> Task:
Leave the images out, and otherwise write out each entry exactly.

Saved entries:
:::

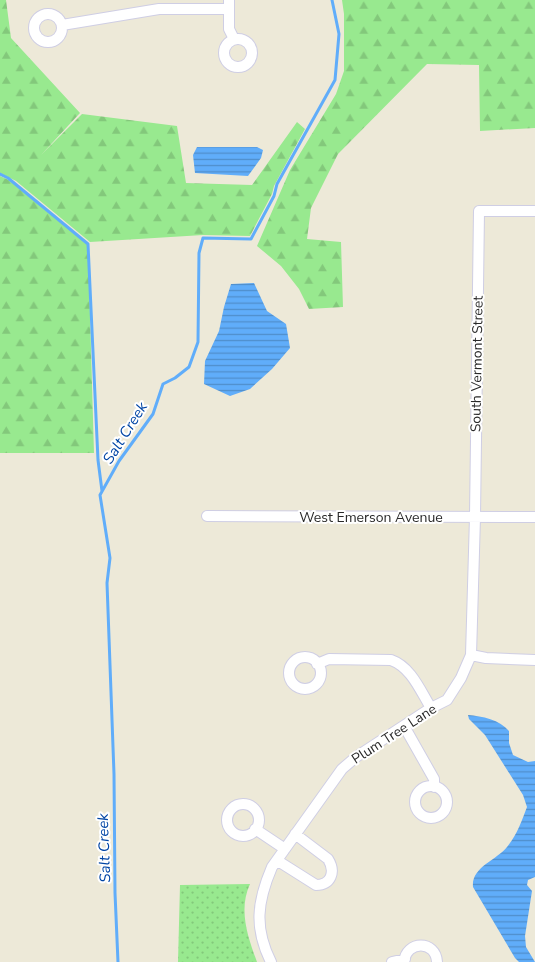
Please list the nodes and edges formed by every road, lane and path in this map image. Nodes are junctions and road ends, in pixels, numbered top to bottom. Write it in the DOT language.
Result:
graph roads {
  1 [pos="228,4"];
  2 [pos="62,25"];
  3 [pos="234,40"];
  4 [pos="535,211"];
  5 [pos="207,516"];
  6 [pos="535,517"];
  7 [pos="475,518"];
  8 [pos="471,655"];
  9 [pos="535,660"];
  10 [pos="317,664"];
  11 [pos="431,708"];
  12 [pos="404,726"];
  13 [pos="434,787"];
  14 [pos="255,829"];
  15 [pos="295,834"];
  16 [pos="285,850"];
  17 [pos="278,861"];
  18 [pos="404,960"];
  19 [pos="272,962"];
  20 [pos="392,962"];
  21 [pos="437,962"];
  1 -- 2 [label="street"];
  1 -- 3 [label="street"];
  4 -- 7 [label="street, South Vermont Street"];
  5 -- 7 [label="street, West Emerson Avenue"];
  6 -- 7 [label="street, West Emerson Avenue"];
  7 -- 8 [label="street, Plum Tree Lane"];
  8 -- 9 [label="street"];
  8 -- 11 [label="street, Plum Tree Lane"];
  10 -- 11 [label="street"];
  11 -- 12 [label="street, Plum Tree Lane"];
  12 -- 13 [label="street"];
  12 -- 15 [label="street, Plum Tree Lane"];
  14 -- 16 [label="street"];
  15 -- 16 [label="street, Plum Tree Lane"];
  15 -- 17 [label="street"];
  16 -- 17 [label="street, Plum Tree Lane"];
  17 -- 19 [label="street, Plum Tree Lane"];
  18 -- 20 [label="street"];
  18 -- 21 [label="street"];
}
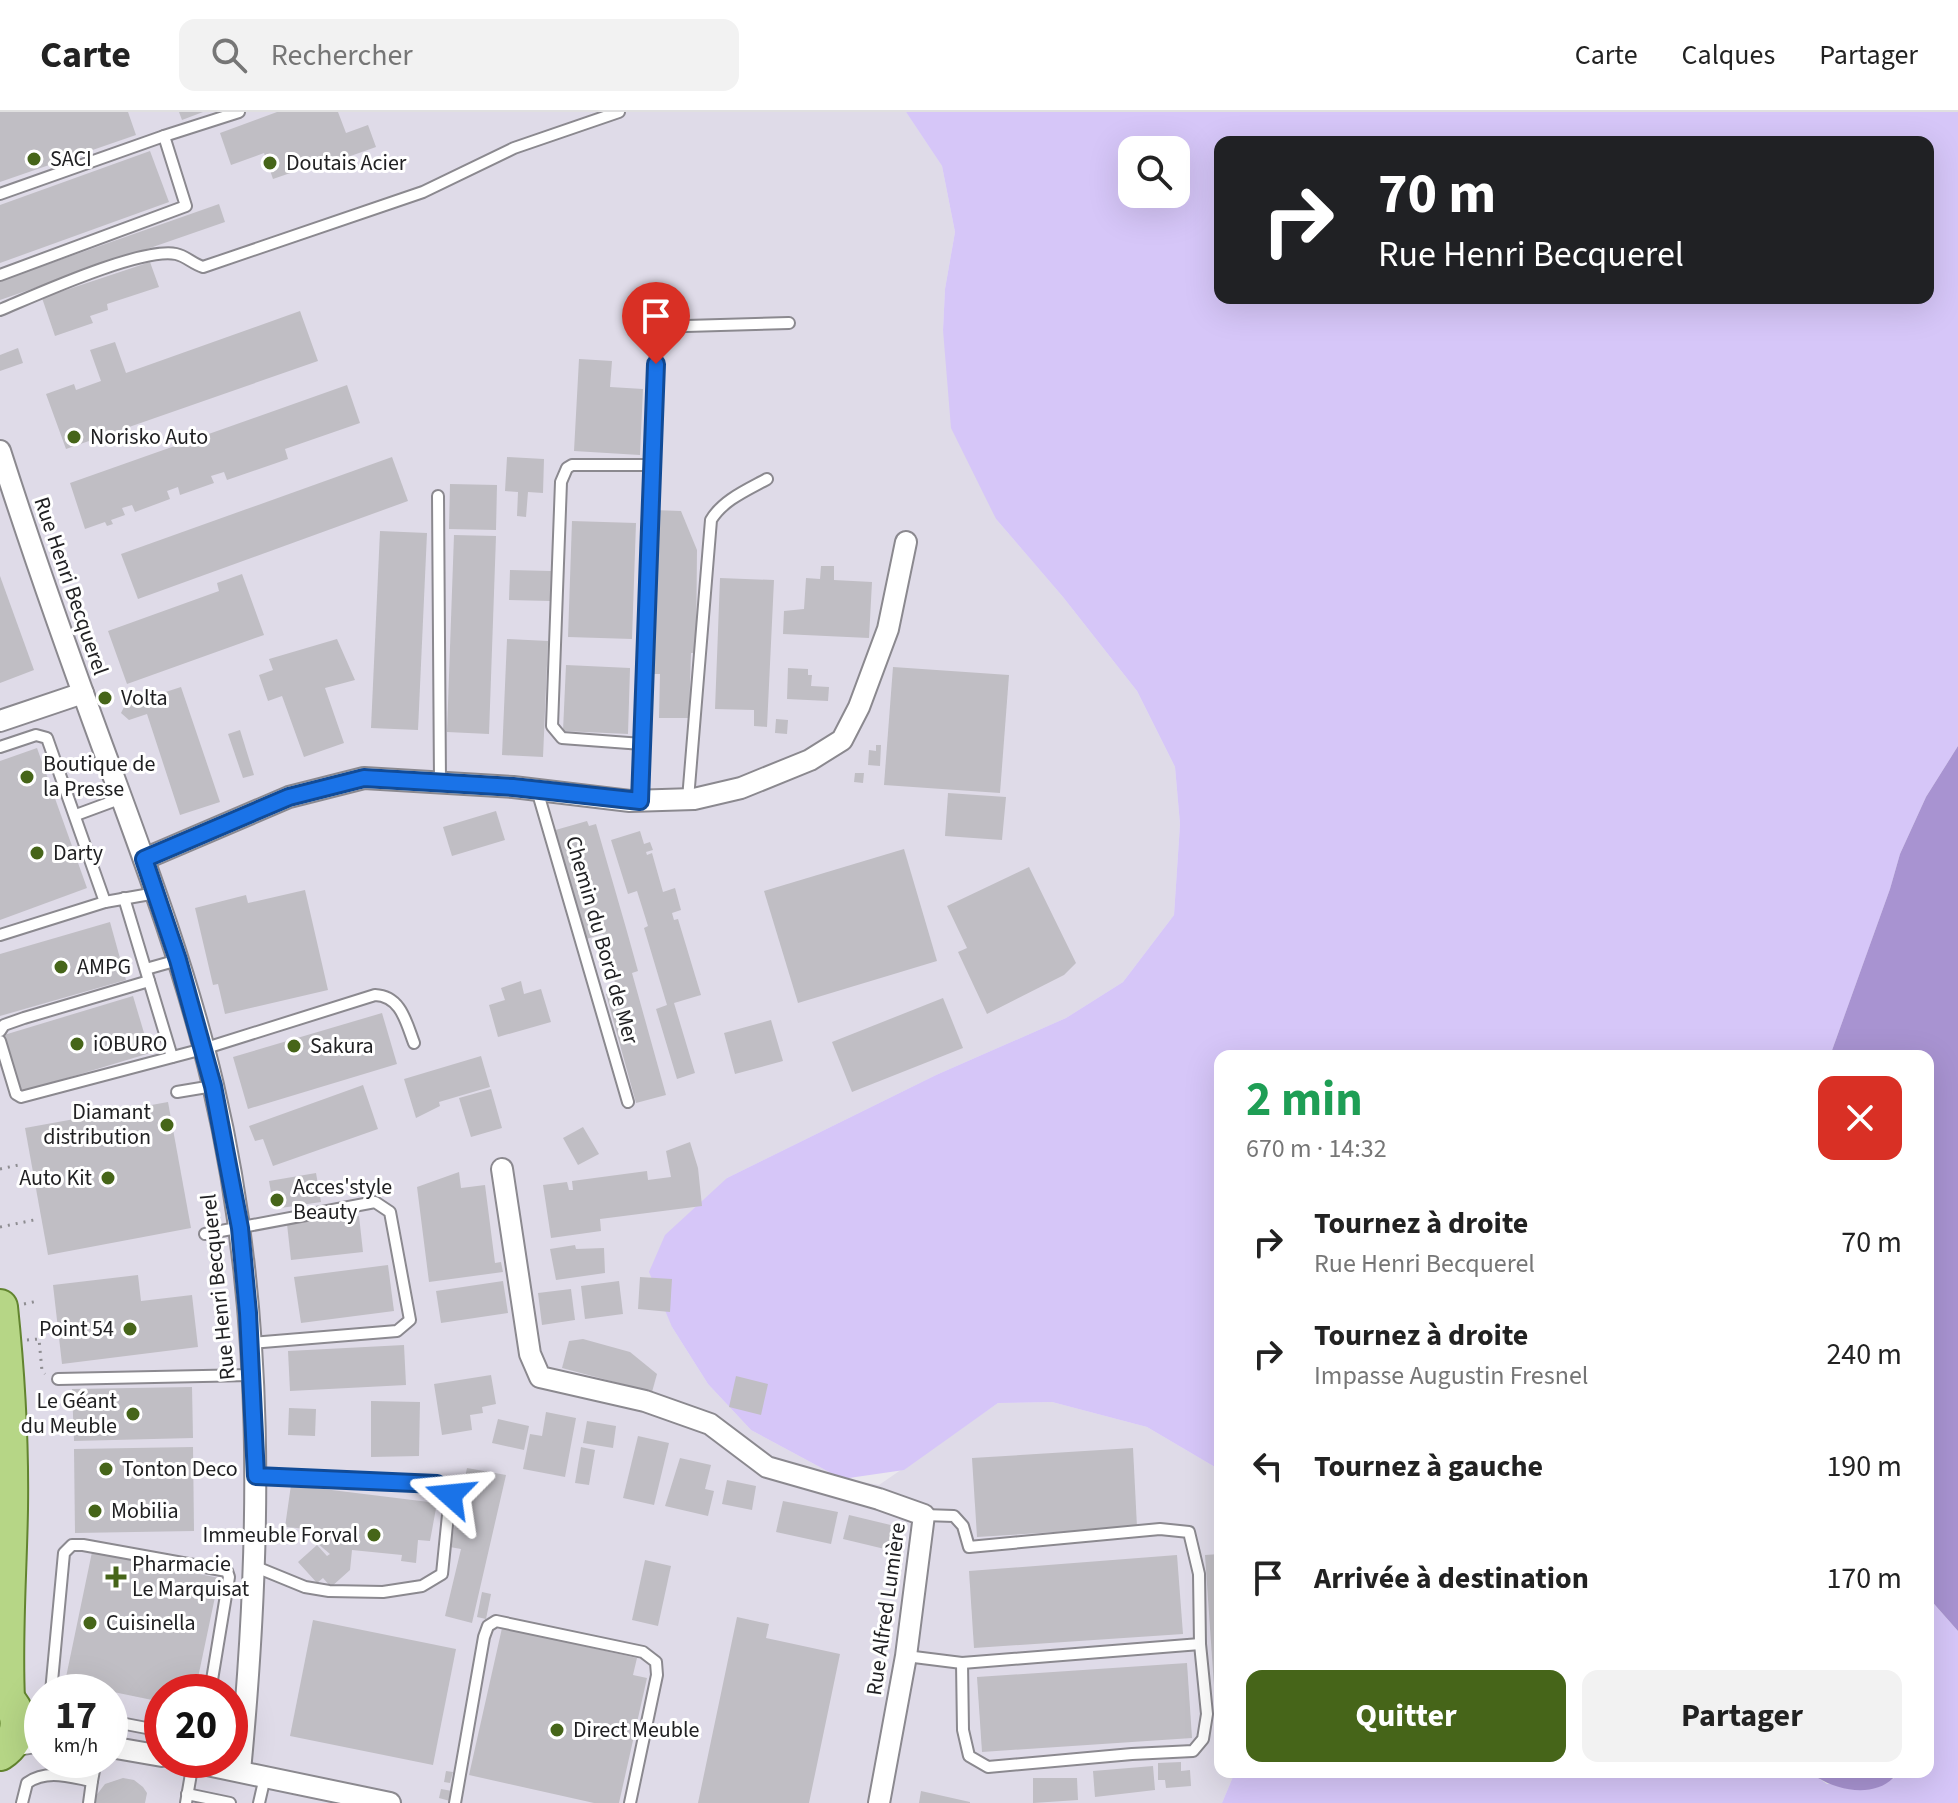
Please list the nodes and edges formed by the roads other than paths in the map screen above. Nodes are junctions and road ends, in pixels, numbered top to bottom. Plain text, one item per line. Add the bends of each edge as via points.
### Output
1 (239, 112) edge
2 (619, 112) edge
3 (164, 136) junction
4 (0, 194) edge
5 (0, 275) edge
6 (0, 310) edge
7 (789, 323) dead end
8 (0, 451) edge
9 (653, 465) junction
10 (767, 479) dead end
11 (438, 496) dead end
12 (906, 542) dead end
13 (83, 693) junction
14 (0, 721) edge
15 (642, 744) junction
16 (0, 747) edge
17 (440, 782) junction
18 (537, 790) junction
19 (122, 798) junction
20 (688, 799) junction
21 (640, 801) junction
22 (76, 815) junction
23 (144, 859) junction
24 (156, 893) junction
25 (124, 898) junction
26 (105, 902) junction
27 (0, 935) edge
28 (178, 960) junction
29 (146, 969) junction
30 (149, 981) junction
31 (0, 1031) edge
32 (0, 1041) edge
33 (414, 1043) dead end
34 (203, 1049) junction
35 (172, 1057) junction
36 (213, 1086) junction
37 (177, 1092) dead end
38 (628, 1102) dead end
39 (502, 1169) dead end
40 (240, 1228) junction
41 (205, 1234) dead end
42 (0, 1307) edge
43 (250, 1343) junction
44 (251, 1375) junction
45 (58, 1379) road end
46 (256, 1476) junction
47 (924, 1515) junction
48 (256, 1567) junction
49 (1200, 1644) junction
50 (906, 1656) junction
51 (962, 1663) junction
52 (53, 1674) edge
53 (213, 1674) edge
54 (248, 1692) edge
55 (17, 1725) edge
56 (248, 1773) edge
57 (265, 1777) junction
58 (93, 1778) edge
59 (188, 1778) edge
60 (92, 1781) junction
61 (187, 1799) edge
62 (22, 1803) edge
63 (89, 1803) edge
64 (230, 1803) edge
65 (259, 1803) edge
66 (388, 1803) edge
67 (455, 1803) edge
68 (630, 1803) edge
69 (879, 1803) edge

1 - 3 lane
2 - 6 lane via 514,148 423,192 203,267 177,254 152,255 72,279
3 - 4 lane
3 - 5 lane via 186,206
7 - 9 lane via 671,329 656,350
8 - 13 street, Rue Henri Becquerel
9 - 15 lane
9 - 15 lane via 572,465 561,482 552,726 562,738
10 - 20 lane via 711,520
11 - 17 lane
12 - 20 street via 888,629 842,740 810,760 741,788
13 - 14 street
13 - 19 street, Rue Henri Becquerel
15 - 21 lane
16 - 22 lane via 36,735 47,738
17 - 18 street
17 - 23 street via 364,778 289,797
18 - 21 street
18 - 38 lane, Chemin du Bord de Mer
19 - 22 lane
19 - 23 street, Rue Henri Becquerel
20 - 21 street
22 - 26 lane
23 - 24 street, Rue Henri Becquerel
24 - 25 lane
24 - 28 street, Rue Henri Becquerel
25 - 26 lane
25 - 29 lane
26 - 27 lane
28 - 29 lane
28 - 34 street, Rue Henri Becquerel
29 - 30 lane
30 - 31 lane via 24,1018
30 - 35 lane
32 - 35 lane via 21,1097
33 - 34 lane via 393,1000 375,995
34 - 35 lane
34 - 36 street, Rue Henri Becquerel
36 - 37 lane
36 - 40 street, Rue Henri Becquerel
39 - 47 street, Rue Alfred Lumière via 530,1354 540,1377 645,1401 710,1424 767,1467
40 - 41 lane
40 - 43 street, Rue Henri Becquerel
40 - 43 lane via 375,1202 390,1212 410,1320 397,1331
42 - 55 main road via 10,1507 5,1659
43 - 44 street, Rue Henri Becquerel
44 - 45 lane
44 - 46 street, Rue Henri Becquerel
46 - 48 street, Rue Henri Becquerel
46 - 48 lane via 437,1484 450,1495 442,1574 422,1586 329,1591
47 - 49 lane via 954,1516 969,1547 1160,1529 1189,1532 1199,1574
47 - 50 street, Rue Alfred Lumière
48 - 54 street, Rue Henri Becquerel
49 - 51 lane
49 - 51 lane via 1207,1714 1203,1739 1193,1751 988,1767 969,1756 963,1730
50 - 51 lane
50 - 69 street, Rue Alfred Lumière
52 - 53 lane via 64,1553 72,1545 227,1571
56 - 57 street
57 - 65 lane
57 - 66 street
58 - 60 lane
59 - 61 lane
60 - 62 lane via 37,1776 27,1783
60 - 63 lane
61 - 64 lane
67 - 68 lane via 484,1637 496,1621 643,1652 656,1662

:::

> Completed exercise:
Please list the nodes and edges formed by every road, lane and path in this map image. Nodes are junctions and road ends, in pixels, numbered top to bottom. Write it in the DOT language.
Result:
graph roads {
  1 [pos="228,4"];
  2 [pos="62,25"];
  3 [pos="234,40"];
  4 [pos="535,211"];
  5 [pos="207,516"];
  6 [pos="535,517"];
  7 [pos="475,518"];
  8 [pos="471,655"];
  9 [pos="535,660"];
  10 [pos="317,664"];
  11 [pos="431,708"];
  12 [pos="404,726"];
  13 [pos="434,787"];
  14 [pos="255,829"];
  15 [pos="295,834"];
  16 [pos="285,850"];
  17 [pos="278,861"];
  18 [pos="404,960"];
  19 [pos="272,962"];
  20 [pos="392,962"];
  21 [pos="437,962"];
  1 -- 2 [label="street"];
  1 -- 3 [label="street"];
  4 -- 7 [label="street, South Vermont Street"];
  5 -- 7 [label="street, West Emerson Avenue"];
  6 -- 7 [label="street, West Emerson Avenue"];
  7 -- 8 [label="street, Plum Tree Lane"];
  8 -- 9 [label="street"];
  8 -- 11 [label="street, Plum Tree Lane"];
  10 -- 11 [label="street"];
  11 -- 12 [label="street, Plum Tree Lane"];
  12 -- 13 [label="street"];
  12 -- 15 [label="street, Plum Tree Lane"];
  14 -- 16 [label="street"];
  15 -- 16 [label="street, Plum Tree Lane"];
  15 -- 17 [label="street"];
  16 -- 17 [label="street, Plum Tree Lane"];
  17 -- 19 [label="street, Plum Tree Lane"];
  18 -- 20 [label="street"];
  18 -- 21 [label="street"];
}
Please list the nodes and edges formed by the roads other than paths in the map screen above. Nodes are junctions and road ends, in pixels, numbered top to bottom. Plain text, one item per line. Add the bends of each edge as via points.
### Output
1 (239, 112) edge
2 (619, 112) edge
3 (164, 136) junction
4 (0, 194) edge
5 (0, 275) edge
6 (0, 310) edge
7 (789, 323) dead end
8 (0, 451) edge
9 (653, 465) junction
10 (767, 479) dead end
11 (438, 496) dead end
12 (906, 542) dead end
13 (83, 693) junction
14 (0, 721) edge
15 (642, 744) junction
16 (0, 747) edge
17 (440, 782) junction
18 (537, 790) junction
19 (122, 798) junction
20 (688, 799) junction
21 (640, 801) junction
22 (76, 815) junction
23 (144, 859) junction
24 (156, 893) junction
25 (124, 898) junction
26 (105, 902) junction
27 (0, 935) edge
28 (178, 960) junction
29 (146, 969) junction
30 (149, 981) junction
31 (0, 1031) edge
32 (0, 1041) edge
33 (414, 1043) dead end
34 (203, 1049) junction
35 (172, 1057) junction
36 (213, 1086) junction
37 (177, 1092) dead end
38 (628, 1102) dead end
39 (502, 1169) dead end
40 (240, 1228) junction
41 (205, 1234) dead end
42 (0, 1307) edge
43 (250, 1343) junction
44 (251, 1375) junction
45 (58, 1379) road end
46 (256, 1476) junction
47 (924, 1515) junction
48 (256, 1567) junction
49 (1200, 1644) junction
50 (906, 1656) junction
51 (962, 1663) junction
52 (53, 1674) edge
53 (213, 1674) edge
54 (248, 1692) edge
55 (17, 1725) edge
56 (248, 1773) edge
57 (265, 1777) junction
58 (93, 1778) edge
59 (188, 1778) edge
60 (92, 1781) junction
61 (187, 1799) edge
62 (22, 1803) edge
63 (89, 1803) edge
64 (230, 1803) edge
65 (259, 1803) edge
66 (388, 1803) edge
67 (455, 1803) edge
68 (630, 1803) edge
69 (879, 1803) edge

1 - 3 lane
2 - 6 lane via 514,148 423,192 203,267 177,254 152,255 72,279
3 - 4 lane
3 - 5 lane via 186,206
7 - 9 lane via 671,329 656,350
8 - 13 street, Rue Henri Becquerel
9 - 15 lane
9 - 15 lane via 572,465 561,482 552,726 562,738
10 - 20 lane via 711,520
11 - 17 lane
12 - 20 street via 888,629 842,740 810,760 741,788
13 - 14 street
13 - 19 street, Rue Henri Becquerel
15 - 21 lane
16 - 22 lane via 36,735 47,738
17 - 18 street
17 - 23 street via 364,778 289,797
18 - 21 street
18 - 38 lane, Chemin du Bord de Mer
19 - 22 lane
19 - 23 street, Rue Henri Becquerel
20 - 21 street
22 - 26 lane
23 - 24 street, Rue Henri Becquerel
24 - 25 lane
24 - 28 street, Rue Henri Becquerel
25 - 26 lane
25 - 29 lane
26 - 27 lane
28 - 29 lane
28 - 34 street, Rue Henri Becquerel
29 - 30 lane
30 - 31 lane via 24,1018
30 - 35 lane
32 - 35 lane via 21,1097
33 - 34 lane via 393,1000 375,995
34 - 35 lane
34 - 36 street, Rue Henri Becquerel
36 - 37 lane
36 - 40 street, Rue Henri Becquerel
39 - 47 street, Rue Alfred Lumière via 530,1354 540,1377 645,1401 710,1424 767,1467
40 - 41 lane
40 - 43 street, Rue Henri Becquerel
40 - 43 lane via 375,1202 390,1212 410,1320 397,1331
42 - 55 main road via 10,1507 5,1659
43 - 44 street, Rue Henri Becquerel
44 - 45 lane
44 - 46 street, Rue Henri Becquerel
46 - 48 street, Rue Henri Becquerel
46 - 48 lane via 437,1484 450,1495 442,1574 422,1586 329,1591
47 - 49 lane via 954,1516 969,1547 1160,1529 1189,1532 1199,1574
47 - 50 street, Rue Alfred Lumière
48 - 54 street, Rue Henri Becquerel
49 - 51 lane
49 - 51 lane via 1207,1714 1203,1739 1193,1751 988,1767 969,1756 963,1730
50 - 51 lane
50 - 69 street, Rue Alfred Lumière
52 - 53 lane via 64,1553 72,1545 227,1571
56 - 57 street
57 - 65 lane
57 - 66 street
58 - 60 lane
59 - 61 lane
60 - 62 lane via 37,1776 27,1783
60 - 63 lane
61 - 64 lane
67 - 68 lane via 484,1637 496,1621 643,1652 656,1662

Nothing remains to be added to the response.